• Your instructions
Exact repetition is required: output every record in full.

(Extracted information)

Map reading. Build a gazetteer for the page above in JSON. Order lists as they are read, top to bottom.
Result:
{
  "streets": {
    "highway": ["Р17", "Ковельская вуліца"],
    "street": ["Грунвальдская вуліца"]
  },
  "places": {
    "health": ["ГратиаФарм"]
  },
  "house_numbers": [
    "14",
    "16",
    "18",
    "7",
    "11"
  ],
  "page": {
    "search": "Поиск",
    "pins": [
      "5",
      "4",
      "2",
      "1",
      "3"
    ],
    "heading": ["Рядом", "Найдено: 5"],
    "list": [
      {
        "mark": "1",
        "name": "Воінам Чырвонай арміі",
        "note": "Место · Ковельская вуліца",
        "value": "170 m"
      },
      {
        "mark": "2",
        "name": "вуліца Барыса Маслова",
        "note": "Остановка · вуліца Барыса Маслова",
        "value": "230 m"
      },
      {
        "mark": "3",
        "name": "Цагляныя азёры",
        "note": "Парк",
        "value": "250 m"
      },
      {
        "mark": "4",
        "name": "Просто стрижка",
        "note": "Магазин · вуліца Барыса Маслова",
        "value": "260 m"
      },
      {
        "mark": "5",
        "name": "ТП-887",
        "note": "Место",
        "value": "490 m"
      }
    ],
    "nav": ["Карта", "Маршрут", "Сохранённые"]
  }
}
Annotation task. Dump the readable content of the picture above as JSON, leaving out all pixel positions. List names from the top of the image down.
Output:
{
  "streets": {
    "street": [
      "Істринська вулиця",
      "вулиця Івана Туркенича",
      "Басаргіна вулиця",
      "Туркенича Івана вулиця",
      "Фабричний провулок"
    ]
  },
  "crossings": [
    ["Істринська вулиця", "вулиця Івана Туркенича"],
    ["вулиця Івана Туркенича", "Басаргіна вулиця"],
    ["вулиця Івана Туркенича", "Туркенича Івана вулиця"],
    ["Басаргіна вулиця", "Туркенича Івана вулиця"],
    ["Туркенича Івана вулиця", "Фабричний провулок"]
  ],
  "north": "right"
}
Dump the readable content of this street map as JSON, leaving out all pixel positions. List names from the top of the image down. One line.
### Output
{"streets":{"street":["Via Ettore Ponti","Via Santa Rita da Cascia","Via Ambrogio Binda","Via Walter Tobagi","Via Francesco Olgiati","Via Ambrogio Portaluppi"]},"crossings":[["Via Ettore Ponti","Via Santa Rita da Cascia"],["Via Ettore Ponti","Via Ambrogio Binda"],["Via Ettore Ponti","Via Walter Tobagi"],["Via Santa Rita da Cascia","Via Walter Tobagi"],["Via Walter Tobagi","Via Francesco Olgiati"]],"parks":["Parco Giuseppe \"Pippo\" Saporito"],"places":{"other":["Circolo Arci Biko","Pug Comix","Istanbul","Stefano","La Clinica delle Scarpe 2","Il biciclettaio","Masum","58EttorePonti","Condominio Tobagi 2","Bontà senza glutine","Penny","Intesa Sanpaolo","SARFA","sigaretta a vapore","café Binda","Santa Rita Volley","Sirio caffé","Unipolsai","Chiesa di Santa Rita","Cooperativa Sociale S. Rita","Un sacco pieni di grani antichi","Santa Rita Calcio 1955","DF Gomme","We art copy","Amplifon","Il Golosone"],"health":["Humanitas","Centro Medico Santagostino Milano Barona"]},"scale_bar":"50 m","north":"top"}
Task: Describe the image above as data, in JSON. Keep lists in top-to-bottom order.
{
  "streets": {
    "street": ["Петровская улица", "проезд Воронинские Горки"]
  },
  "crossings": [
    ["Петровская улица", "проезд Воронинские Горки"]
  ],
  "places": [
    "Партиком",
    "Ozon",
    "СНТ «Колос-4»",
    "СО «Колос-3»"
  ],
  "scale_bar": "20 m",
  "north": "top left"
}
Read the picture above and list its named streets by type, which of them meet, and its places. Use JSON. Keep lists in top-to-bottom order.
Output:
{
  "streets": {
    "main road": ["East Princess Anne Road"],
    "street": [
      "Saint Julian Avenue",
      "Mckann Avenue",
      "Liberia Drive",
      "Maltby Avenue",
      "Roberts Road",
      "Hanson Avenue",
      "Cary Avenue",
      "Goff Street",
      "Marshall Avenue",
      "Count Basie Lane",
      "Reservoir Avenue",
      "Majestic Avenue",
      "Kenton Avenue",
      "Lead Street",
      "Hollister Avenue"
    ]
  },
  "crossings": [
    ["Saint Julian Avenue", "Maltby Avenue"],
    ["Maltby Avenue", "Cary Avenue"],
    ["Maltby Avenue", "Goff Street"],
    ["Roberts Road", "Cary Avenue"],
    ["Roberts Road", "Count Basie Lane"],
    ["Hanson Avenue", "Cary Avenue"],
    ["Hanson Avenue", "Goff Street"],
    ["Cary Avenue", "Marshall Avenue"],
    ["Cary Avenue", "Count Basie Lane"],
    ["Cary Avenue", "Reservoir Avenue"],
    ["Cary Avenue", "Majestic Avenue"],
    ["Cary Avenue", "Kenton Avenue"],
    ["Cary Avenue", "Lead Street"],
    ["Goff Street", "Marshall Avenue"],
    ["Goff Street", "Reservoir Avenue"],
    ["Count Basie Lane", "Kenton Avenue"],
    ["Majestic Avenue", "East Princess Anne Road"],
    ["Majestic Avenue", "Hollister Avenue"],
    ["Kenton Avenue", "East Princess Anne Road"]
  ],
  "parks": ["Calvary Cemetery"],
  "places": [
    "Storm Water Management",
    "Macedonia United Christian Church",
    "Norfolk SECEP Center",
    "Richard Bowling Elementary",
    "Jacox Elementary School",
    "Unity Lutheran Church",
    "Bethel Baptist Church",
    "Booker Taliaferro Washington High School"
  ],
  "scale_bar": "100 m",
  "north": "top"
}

(End Extracted information)

• Task result
Map reading. Build a gazetteer for the page above in JSON. Order lists as they are read, top to bottom.
Result:
{
  "streets": {
    "highway": ["Р17", "Ковельская вуліца"],
    "street": ["Грунвальдская вуліца"]
  },
  "places": {
    "health": ["ГратиаФарм"]
  },
  "house_numbers": [
    "14",
    "16",
    "18",
    "7",
    "11"
  ],
  "page": {
    "search": "Поиск",
    "pins": [
      "5",
      "4",
      "2",
      "1",
      "3"
    ],
    "heading": ["Рядом", "Найдено: 5"],
    "list": [
      {
        "mark": "1",
        "name": "Воінам Чырвонай арміі",
        "note": "Место · Ковельская вуліца",
        "value": "170 m"
      },
      {
        "mark": "2",
        "name": "вуліца Барыса Маслова",
        "note": "Остановка · вуліца Барыса Маслова",
        "value": "230 m"
      },
      {
        "mark": "3",
        "name": "Цагляныя азёры",
        "note": "Парк",
        "value": "250 m"
      },
      {
        "mark": "4",
        "name": "Просто стрижка",
        "note": "Магазин · вуліца Барыса Маслова",
        "value": "260 m"
      },
      {
        "mark": "5",
        "name": "ТП-887",
        "note": "Место",
        "value": "490 m"
      }
    ],
    "nav": ["Карта", "Маршрут", "Сохранённые"]
  }
}
Annotation task. Dump the readable content of the picture above as JSON, leaving out all pixel positions. List names from the top of the image down.
Output:
{
  "streets": {
    "street": [
      "Істринська вулиця",
      "вулиця Івана Туркенича",
      "Басаргіна вулиця",
      "Туркенича Івана вулиця",
      "Фабричний провулок"
    ]
  },
  "crossings": [
    ["Істринська вулиця", "вулиця Івана Туркенича"],
    ["вулиця Івана Туркенича", "Басаргіна вулиця"],
    ["вулиця Івана Туркенича", "Туркенича Івана вулиця"],
    ["Басаргіна вулиця", "Туркенича Івана вулиця"],
    ["Туркенича Івана вулиця", "Фабричний провулок"]
  ],
  "north": "right"
}
Dump the readable content of this street map as JSON, leaving out all pixel positions. List names from the top of the image down. One line.
### Output
{"streets":{"street":["Via Ettore Ponti","Via Santa Rita da Cascia","Via Ambrogio Binda","Via Walter Tobagi","Via Francesco Olgiati","Via Ambrogio Portaluppi"]},"crossings":[["Via Ettore Ponti","Via Santa Rita da Cascia"],["Via Ettore Ponti","Via Ambrogio Binda"],["Via Ettore Ponti","Via Walter Tobagi"],["Via Santa Rita da Cascia","Via Walter Tobagi"],["Via Walter Tobagi","Via Francesco Olgiati"]],"parks":["Parco Giuseppe \"Pippo\" Saporito"],"places":{"other":["Circolo Arci Biko","Pug Comix","Istanbul","Stefano","La Clinica delle Scarpe 2","Il biciclettaio","Masum","58EttorePonti","Condominio Tobagi 2","Bontà senza glutine","Penny","Intesa Sanpaolo","SARFA","sigaretta a vapore","café Binda","Santa Rita Volley","Sirio caffé","Unipolsai","Chiesa di Santa Rita","Cooperativa Sociale S. Rita","Un sacco pieni di grani antichi","Santa Rita Calcio 1955","DF Gomme","We art copy","Amplifon","Il Golosone"],"health":["Humanitas","Centro Medico Santagostino Milano Barona"]},"scale_bar":"50 m","north":"top"}
Task: Describe the image above as data, in JSON. Keep lists in top-to-bottom order.
{
  "streets": {
    "street": ["Петровская улица", "проезд Воронинские Горки"]
  },
  "crossings": [
    ["Петровская улица", "проезд Воронинские Горки"]
  ],
  "places": [
    "Партиком",
    "Ozon",
    "СНТ «Колос-4»",
    "СО «Колос-3»"
  ],
  "scale_bar": "20 m",
  "north": "top left"
}
Read the picture above and list its named streets by type, which of them meet, and its places. Use JSON. Keep lists in top-to-bottom order.
Output:
{
  "streets": {
    "main road": ["East Princess Anne Road"],
    "street": [
      "Saint Julian Avenue",
      "Mckann Avenue",
      "Liberia Drive",
      "Maltby Avenue",
      "Roberts Road",
      "Hanson Avenue",
      "Cary Avenue",
      "Goff Street",
      "Marshall Avenue",
      "Count Basie Lane",
      "Reservoir Avenue",
      "Majestic Avenue",
      "Kenton Avenue",
      "Lead Street",
      "Hollister Avenue"
    ]
  },
  "crossings": [
    ["Saint Julian Avenue", "Maltby Avenue"],
    ["Maltby Avenue", "Cary Avenue"],
    ["Maltby Avenue", "Goff Street"],
    ["Roberts Road", "Cary Avenue"],
    ["Roberts Road", "Count Basie Lane"],
    ["Hanson Avenue", "Cary Avenue"],
    ["Hanson Avenue", "Goff Street"],
    ["Cary Avenue", "Marshall Avenue"],
    ["Cary Avenue", "Count Basie Lane"],
    ["Cary Avenue", "Reservoir Avenue"],
    ["Cary Avenue", "Majestic Avenue"],
    ["Cary Avenue", "Kenton Avenue"],
    ["Cary Avenue", "Lead Street"],
    ["Goff Street", "Marshall Avenue"],
    ["Goff Street", "Reservoir Avenue"],
    ["Count Basie Lane", "Kenton Avenue"],
    ["Majestic Avenue", "East Princess Anne Road"],
    ["Majestic Avenue", "Hollister Avenue"],
    ["Kenton Avenue", "East Princess Anne Road"]
  ],
  "parks": ["Calvary Cemetery"],
  "places": [
    "Storm Water Management",
    "Macedonia United Christian Church",
    "Norfolk SECEP Center",
    "Richard Bowling Elementary",
    "Jacox Elementary School",
    "Unity Lutheran Church",
    "Bethel Baptist Church",
    "Booker Taliaferro Washington High School"
  ],
  "scale_bar": "100 m",
  "north": "top"
}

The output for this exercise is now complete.